• Exercise brief:
Look through the data below and return each line where "roads" appears.

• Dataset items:
= = = =
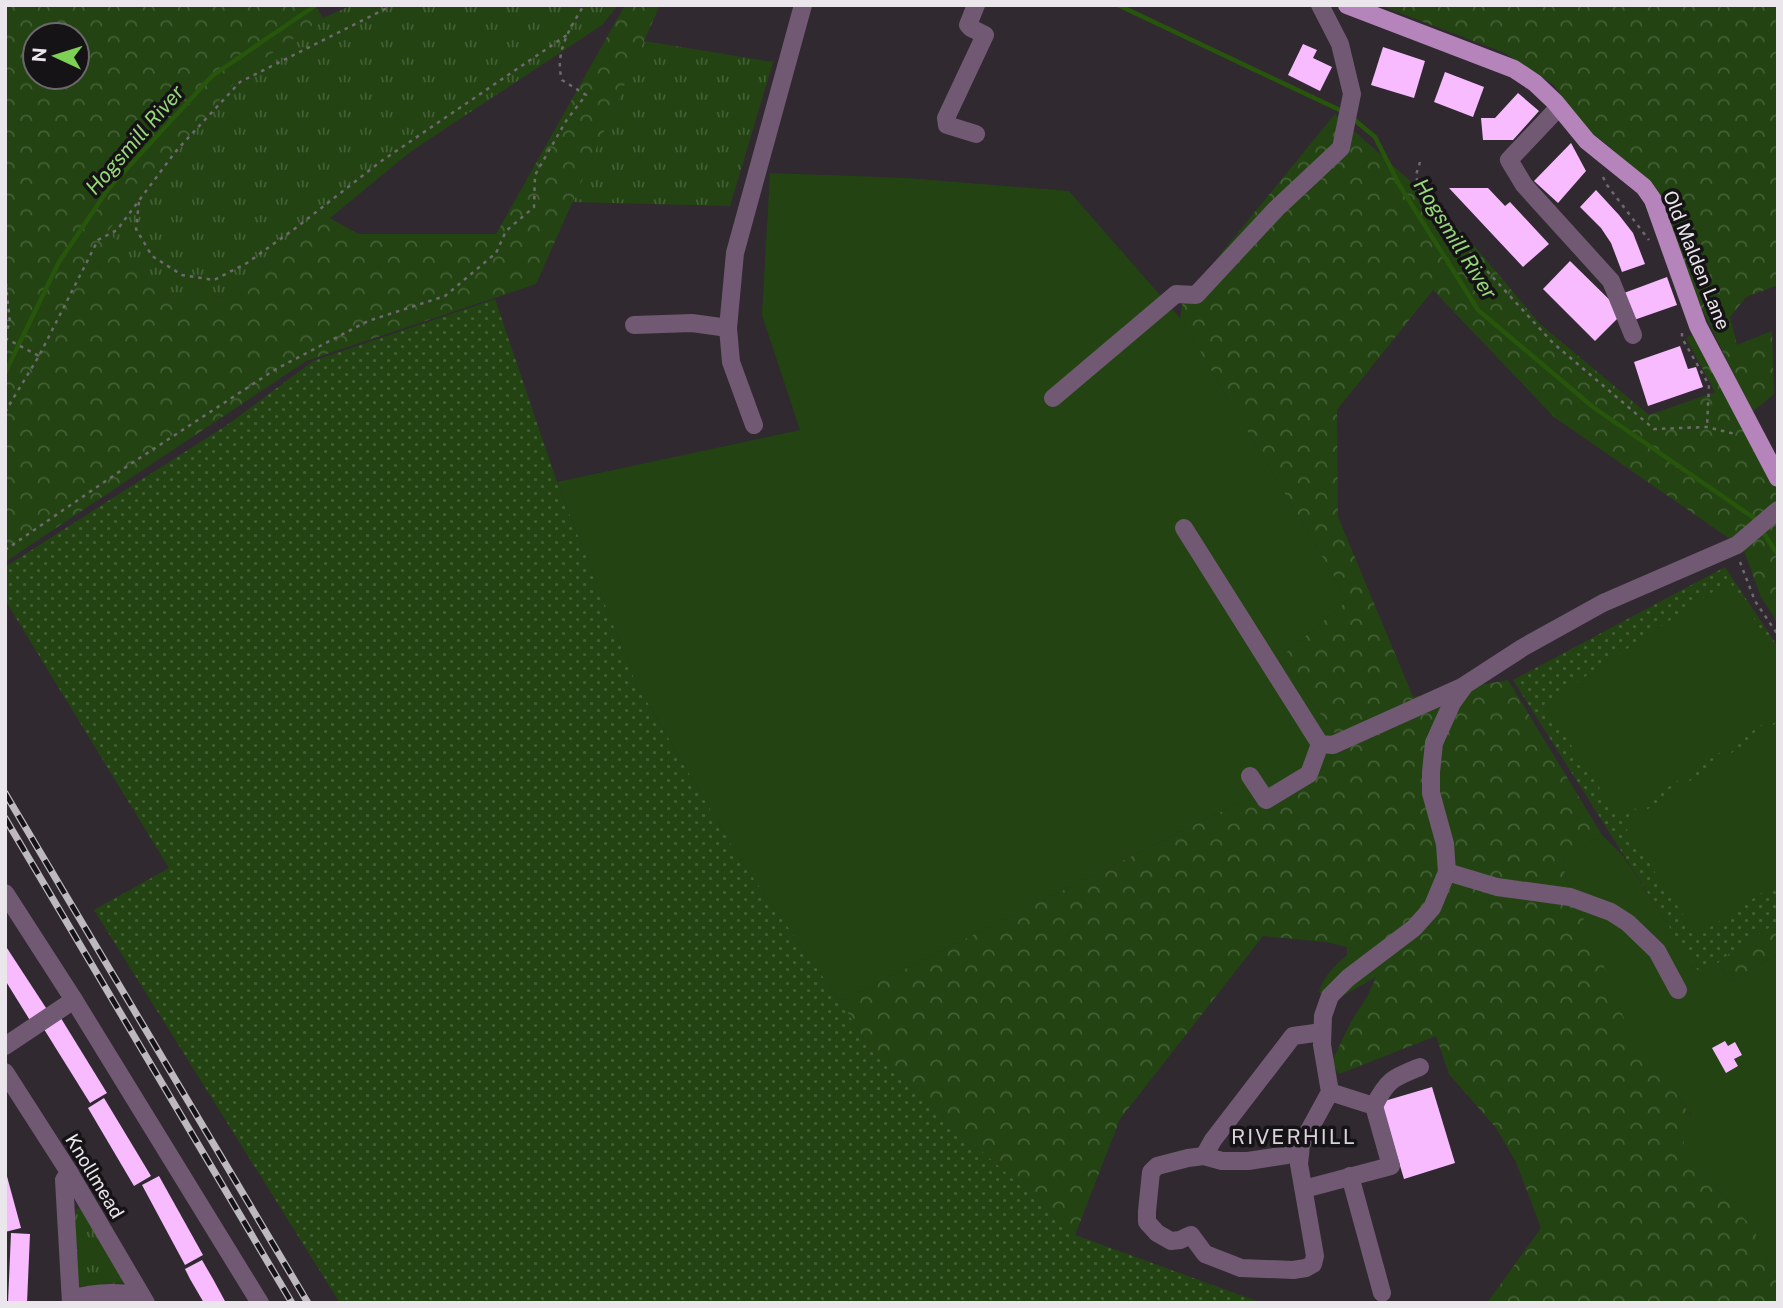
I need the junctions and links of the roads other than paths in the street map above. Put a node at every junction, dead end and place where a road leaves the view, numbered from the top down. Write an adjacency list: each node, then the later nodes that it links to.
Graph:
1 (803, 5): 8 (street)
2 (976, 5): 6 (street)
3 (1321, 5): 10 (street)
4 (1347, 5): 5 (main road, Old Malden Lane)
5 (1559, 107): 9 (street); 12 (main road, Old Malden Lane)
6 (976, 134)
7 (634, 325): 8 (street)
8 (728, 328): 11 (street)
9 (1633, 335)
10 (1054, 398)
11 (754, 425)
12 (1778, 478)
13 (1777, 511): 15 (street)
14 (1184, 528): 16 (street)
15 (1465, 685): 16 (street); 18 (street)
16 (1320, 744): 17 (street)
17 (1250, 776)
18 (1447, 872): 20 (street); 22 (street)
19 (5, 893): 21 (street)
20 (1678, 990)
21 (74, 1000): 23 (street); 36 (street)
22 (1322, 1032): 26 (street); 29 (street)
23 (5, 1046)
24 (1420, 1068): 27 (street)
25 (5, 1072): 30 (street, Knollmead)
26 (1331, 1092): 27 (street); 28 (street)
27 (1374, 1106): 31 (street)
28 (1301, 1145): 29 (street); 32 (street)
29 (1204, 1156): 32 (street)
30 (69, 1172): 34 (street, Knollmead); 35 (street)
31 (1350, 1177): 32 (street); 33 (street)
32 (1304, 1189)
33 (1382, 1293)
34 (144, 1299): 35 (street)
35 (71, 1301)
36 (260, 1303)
= = = =
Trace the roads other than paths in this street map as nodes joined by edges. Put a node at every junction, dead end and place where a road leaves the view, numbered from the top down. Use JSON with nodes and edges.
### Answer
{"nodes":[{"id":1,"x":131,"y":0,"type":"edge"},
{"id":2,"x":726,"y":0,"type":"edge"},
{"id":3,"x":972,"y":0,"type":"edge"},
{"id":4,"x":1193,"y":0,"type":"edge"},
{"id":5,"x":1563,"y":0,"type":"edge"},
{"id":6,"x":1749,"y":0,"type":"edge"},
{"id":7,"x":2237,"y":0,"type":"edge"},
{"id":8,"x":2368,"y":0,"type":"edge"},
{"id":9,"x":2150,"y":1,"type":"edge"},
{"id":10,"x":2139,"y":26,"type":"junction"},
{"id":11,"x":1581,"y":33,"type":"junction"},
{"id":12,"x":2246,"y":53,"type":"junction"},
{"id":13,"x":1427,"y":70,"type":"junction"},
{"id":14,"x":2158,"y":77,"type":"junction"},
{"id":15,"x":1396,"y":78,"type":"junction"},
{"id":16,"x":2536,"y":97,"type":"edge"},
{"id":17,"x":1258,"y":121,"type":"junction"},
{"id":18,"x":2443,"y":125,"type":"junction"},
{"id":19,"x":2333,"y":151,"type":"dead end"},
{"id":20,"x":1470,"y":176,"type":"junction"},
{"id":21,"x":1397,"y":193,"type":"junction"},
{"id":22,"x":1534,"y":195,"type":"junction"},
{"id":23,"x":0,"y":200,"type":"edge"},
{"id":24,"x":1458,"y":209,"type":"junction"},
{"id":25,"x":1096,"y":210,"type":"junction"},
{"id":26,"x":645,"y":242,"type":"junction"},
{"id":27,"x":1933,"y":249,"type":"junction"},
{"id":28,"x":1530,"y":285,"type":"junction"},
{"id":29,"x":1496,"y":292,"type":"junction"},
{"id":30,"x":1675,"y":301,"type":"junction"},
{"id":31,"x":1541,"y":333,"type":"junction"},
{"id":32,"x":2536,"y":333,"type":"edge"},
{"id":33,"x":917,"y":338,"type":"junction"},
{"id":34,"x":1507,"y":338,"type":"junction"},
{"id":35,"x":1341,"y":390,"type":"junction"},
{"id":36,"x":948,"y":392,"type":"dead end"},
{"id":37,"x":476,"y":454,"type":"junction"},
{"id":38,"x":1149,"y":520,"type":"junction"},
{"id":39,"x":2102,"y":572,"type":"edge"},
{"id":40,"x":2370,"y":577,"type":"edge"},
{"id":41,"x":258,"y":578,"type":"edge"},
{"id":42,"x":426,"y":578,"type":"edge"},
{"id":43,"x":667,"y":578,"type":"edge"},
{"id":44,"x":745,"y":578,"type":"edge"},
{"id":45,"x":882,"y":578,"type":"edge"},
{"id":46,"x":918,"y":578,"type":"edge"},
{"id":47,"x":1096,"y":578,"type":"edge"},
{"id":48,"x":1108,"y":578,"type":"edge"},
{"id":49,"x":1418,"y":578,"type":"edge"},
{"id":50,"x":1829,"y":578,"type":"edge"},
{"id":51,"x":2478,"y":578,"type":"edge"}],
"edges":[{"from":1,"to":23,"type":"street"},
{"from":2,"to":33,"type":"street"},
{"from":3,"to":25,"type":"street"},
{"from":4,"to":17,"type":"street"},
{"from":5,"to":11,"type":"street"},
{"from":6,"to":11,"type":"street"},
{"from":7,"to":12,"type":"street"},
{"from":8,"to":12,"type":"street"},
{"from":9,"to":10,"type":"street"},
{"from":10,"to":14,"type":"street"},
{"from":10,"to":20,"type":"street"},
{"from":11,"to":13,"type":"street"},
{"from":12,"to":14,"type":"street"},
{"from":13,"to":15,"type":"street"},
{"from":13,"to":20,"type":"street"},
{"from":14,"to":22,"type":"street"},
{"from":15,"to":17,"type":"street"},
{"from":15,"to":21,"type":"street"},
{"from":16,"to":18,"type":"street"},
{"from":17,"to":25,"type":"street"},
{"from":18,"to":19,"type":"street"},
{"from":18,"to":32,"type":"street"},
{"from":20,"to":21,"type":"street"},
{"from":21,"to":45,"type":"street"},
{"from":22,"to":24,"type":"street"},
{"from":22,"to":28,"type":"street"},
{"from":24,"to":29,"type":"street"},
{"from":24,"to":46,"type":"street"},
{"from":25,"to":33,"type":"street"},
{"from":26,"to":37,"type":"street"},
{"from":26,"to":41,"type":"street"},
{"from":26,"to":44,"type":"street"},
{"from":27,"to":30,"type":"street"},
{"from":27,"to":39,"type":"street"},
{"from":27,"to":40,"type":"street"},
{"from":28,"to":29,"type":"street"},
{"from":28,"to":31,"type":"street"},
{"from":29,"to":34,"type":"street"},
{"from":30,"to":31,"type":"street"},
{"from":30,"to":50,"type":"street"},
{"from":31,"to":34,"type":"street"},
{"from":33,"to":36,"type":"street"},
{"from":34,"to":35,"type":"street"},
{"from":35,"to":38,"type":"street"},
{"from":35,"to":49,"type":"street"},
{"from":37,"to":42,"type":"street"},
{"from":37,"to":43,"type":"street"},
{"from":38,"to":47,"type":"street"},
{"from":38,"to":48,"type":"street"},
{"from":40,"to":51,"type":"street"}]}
= = = =
• Answer section:
I need the junctions and links of the roads other than paths in the street map above. Put a node at every junction, dead end and place where a road leaves the view, numbered from the top down. Write an adjacency list: each node, then the later nodes that it links to.
Trace the roads other than paths in this street map as nodes joined by edges. Put a node at every junction, dead end and place where a road leaves the view, numbered from the top down. Use JSON with nodes and edges.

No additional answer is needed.